Game Show Network (GSN) acquired the rights to air Press Your Luck in September 2001, and high viewership ratings prompted the network to order a revival of the series. Two pilots were taped on February 13, 2002: one with original Press Your Luck host Peter Tomarken and the other hosted by Todd Newton. Newton was ultimately chosen to host the show. Tomarken explained that he was asked to change his style of hosting, saying, "It was terribly hurtful and I think I was doomed before I did [the audition]. I remember being told, 'No, no. Be nice. Be sure everybody likes you.' I took that advice with the pilot.
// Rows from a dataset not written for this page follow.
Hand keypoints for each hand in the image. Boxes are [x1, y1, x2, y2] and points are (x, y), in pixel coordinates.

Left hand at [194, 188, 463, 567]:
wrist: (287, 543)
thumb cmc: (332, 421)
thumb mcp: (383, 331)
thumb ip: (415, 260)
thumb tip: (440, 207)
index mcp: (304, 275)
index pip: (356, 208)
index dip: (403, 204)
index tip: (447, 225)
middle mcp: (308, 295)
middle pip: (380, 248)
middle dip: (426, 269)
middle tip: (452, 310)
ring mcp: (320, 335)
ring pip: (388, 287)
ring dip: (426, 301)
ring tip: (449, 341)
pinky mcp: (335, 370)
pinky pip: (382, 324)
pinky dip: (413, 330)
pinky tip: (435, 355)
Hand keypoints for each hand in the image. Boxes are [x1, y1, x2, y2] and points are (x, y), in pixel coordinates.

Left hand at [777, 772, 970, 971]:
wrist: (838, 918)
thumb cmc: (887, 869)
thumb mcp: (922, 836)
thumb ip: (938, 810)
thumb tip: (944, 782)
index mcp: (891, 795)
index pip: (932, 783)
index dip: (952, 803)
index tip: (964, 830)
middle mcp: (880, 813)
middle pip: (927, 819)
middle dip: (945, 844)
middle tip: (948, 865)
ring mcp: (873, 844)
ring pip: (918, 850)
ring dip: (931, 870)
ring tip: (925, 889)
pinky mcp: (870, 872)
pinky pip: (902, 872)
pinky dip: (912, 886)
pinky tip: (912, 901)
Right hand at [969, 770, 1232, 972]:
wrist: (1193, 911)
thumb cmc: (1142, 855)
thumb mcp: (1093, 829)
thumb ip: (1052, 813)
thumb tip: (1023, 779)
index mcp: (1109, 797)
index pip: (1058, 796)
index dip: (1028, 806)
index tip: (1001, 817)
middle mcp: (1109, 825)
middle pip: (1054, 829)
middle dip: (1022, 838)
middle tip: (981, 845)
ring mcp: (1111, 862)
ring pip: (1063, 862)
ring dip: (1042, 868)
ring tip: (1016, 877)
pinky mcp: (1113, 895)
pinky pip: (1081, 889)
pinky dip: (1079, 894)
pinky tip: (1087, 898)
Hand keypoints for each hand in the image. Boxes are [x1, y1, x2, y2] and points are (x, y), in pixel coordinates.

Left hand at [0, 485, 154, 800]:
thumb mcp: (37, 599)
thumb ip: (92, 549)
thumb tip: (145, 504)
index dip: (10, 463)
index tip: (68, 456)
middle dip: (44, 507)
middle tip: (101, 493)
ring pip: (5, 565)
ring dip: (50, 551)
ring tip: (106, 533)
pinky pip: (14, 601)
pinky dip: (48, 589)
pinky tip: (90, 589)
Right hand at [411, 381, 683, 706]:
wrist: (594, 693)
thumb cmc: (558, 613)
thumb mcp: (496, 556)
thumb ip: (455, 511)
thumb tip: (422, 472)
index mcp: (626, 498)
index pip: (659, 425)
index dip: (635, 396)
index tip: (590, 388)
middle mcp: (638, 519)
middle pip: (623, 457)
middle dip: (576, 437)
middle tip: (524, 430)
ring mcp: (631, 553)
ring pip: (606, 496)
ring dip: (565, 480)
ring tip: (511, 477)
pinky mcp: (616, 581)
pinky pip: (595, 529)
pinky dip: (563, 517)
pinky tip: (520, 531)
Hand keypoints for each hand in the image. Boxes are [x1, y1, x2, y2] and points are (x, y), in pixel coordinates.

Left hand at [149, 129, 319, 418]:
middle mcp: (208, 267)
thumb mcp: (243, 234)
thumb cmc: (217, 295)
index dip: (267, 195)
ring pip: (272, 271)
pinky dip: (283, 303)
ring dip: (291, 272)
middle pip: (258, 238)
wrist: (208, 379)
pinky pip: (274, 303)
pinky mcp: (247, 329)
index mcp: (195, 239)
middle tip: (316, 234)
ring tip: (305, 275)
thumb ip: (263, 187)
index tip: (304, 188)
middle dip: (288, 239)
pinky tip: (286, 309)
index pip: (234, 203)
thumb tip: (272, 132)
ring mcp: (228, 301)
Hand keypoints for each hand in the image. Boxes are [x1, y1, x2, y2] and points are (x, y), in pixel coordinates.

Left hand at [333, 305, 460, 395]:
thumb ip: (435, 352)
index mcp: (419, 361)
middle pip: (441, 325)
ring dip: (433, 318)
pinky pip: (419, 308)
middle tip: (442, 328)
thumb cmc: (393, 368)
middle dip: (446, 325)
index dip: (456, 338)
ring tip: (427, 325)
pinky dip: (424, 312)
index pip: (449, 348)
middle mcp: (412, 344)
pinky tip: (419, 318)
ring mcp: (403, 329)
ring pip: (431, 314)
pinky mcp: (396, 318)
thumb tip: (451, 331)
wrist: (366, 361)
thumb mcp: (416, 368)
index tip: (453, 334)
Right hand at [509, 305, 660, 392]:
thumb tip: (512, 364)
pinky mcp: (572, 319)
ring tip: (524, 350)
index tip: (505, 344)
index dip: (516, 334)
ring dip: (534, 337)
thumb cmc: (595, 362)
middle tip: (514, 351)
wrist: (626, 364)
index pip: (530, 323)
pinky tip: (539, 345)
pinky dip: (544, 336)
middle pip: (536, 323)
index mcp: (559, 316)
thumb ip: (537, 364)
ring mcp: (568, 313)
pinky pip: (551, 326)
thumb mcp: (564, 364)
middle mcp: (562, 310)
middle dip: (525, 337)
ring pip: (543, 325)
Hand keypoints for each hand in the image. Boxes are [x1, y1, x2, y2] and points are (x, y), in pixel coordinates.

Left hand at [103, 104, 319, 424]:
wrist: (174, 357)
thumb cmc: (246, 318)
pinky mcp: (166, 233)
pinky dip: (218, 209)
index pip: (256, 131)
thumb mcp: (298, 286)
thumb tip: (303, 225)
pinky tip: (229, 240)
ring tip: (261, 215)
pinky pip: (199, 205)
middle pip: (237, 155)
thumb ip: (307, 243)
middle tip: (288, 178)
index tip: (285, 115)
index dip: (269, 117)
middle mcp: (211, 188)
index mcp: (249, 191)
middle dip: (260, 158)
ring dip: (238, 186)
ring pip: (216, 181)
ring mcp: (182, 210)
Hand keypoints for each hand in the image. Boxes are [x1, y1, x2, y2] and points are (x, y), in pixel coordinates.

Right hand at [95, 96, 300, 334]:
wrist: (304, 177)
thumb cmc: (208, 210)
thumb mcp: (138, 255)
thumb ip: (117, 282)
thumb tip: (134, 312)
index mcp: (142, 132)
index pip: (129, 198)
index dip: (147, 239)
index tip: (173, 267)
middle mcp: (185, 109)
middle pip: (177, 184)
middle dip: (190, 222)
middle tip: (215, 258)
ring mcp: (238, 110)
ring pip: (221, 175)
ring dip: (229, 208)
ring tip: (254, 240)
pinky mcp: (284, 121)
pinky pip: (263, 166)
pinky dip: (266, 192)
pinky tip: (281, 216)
I made the same mistake." Tomarken also acknowledged that GSN wanted to employ a younger host in an effort to attract a younger audience.

GSN produced 65 episodes for the first season, which began airing April 15, 2002. The series was eventually renewed for a second season, which consisted of 65 additional episodes that premiered March 17, 2003. Following the conclusion of the Tournament of Champions, which completed its run on July 25, 2003, a combination of first-run new episodes and reruns continued to air until December 5. Additionally, a short-lived Filipino version of the show aired on GMA Network in 2007–08. The series, entitled Whammy! Push Your Luck, was hosted by Paolo Bediones and Rufa Mae Quinto.

===Special episodes===
The show aired four holiday specials: a Mother's Day special (featuring an all-cash board and with Karen Grassle (Little House on the Prairie), Estelle Harris (Seinfeld) and Mimi Kennedy as contestants)), a Halloween special (featuring contestants in costume), a St. Patrick's Day special that served as the show's second season premiere (with the contestants wearing green, and all the whammy animations in green as well), and an April Fools' Day special that featured Graham Elwood (from Cram) as the episode's host, with Newton only appearing when a contestant hit a Double Whammy.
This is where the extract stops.